Methods: Fecal samples were obtained from treatment-naïve RA patients (n=50) and healthy controls (n=50). High-quality 16S rDNA V3–V4 sequences were extracted from fecal samples and further sequenced on a 454 Genome Sequencer platform for bioinformatics analysis, resulting in operational taxonomic units (OTUs) related to gut microbiota and phylogenetic tree. Clinical parameters of RA were correlated with specific microbial taxa by Correlation analysis.

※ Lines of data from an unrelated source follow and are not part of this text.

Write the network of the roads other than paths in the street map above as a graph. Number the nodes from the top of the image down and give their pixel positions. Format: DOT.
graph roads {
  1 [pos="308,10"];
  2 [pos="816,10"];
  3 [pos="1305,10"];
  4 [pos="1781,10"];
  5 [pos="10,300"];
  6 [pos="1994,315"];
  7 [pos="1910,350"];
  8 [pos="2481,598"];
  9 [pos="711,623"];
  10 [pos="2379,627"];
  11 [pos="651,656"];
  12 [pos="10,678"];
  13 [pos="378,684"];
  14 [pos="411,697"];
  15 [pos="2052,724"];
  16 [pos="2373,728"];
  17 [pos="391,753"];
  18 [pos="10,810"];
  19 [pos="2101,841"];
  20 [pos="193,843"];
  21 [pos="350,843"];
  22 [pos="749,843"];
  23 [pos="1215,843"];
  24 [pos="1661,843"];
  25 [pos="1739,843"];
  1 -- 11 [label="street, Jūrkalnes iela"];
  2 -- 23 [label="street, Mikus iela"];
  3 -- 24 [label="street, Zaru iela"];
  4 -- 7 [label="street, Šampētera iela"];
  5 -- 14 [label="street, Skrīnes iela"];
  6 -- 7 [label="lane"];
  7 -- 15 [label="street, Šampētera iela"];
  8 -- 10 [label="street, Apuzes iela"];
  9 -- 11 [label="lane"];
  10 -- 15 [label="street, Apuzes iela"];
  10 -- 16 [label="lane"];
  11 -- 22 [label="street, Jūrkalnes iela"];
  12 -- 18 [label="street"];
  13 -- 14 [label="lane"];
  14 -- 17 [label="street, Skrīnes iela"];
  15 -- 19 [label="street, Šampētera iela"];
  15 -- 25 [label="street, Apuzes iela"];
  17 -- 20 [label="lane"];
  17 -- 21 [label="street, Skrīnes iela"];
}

Results: A total of 121227 OTUs was clustered at 97 % sequence similarity and assigned taxonomic lineages by comparison with the Ribosomal Database Project database. The OTUs were classified into 35 phylums, 73 classes, 143 orders, 280 families, and 1165 genus. Intriguingly, our data revealed a lower alpha diversity, including richness, evenness and Shannon Index, as well as a lower Firmicutes / Bacteroidetes ratio in the gut microbiome of RA patients when compared with the healthy controls (Figure 1a, b). Moreover, at genus level, our taxonomic analysis identified 288 differentially abundant taxa (P< 0.05) (Figure 2a), among which 6 taxa, including Bacteroides, Parabacteroides, Paraprevotella, Porphyromonadaceae, Phascolarctobacterium and Carnobacterium, were significantly enriched in the gut microbiome of RA patients (Figure 2b, c). Conversely, a series of butyrate-producing taxa such as Faecalibacterium, Roseburia, Subdoligranulum, Ruminococcus and Pseudobutyrivibrio were depleted in RA patients but enriched in healthy controls (Figure 2b, c). Furthermore, we found a negative correlation (P<0.05) between the abundance of butyrate-producing Roseburia and the clinical parameters of disease status and activity such as erythrocyte sedimentation rate and the blood level of rheumatoid factors (IgM) (Figure 3).
Conclusions: In the present study, we demonstrated that the composition of the gut microbiome in RA patients differed from that in healthy individuals. Our results revealed a decreased microbial diversity accompanied by altered microbial abundance in the gut microbiome of RA patients, which could be characterized as ‘dysbiosis’ and associated with the disease status and activity. The identified alterations in the gut microbiome might provide an updated overview for postulating molecular understandings and therapeutic strategy in RA.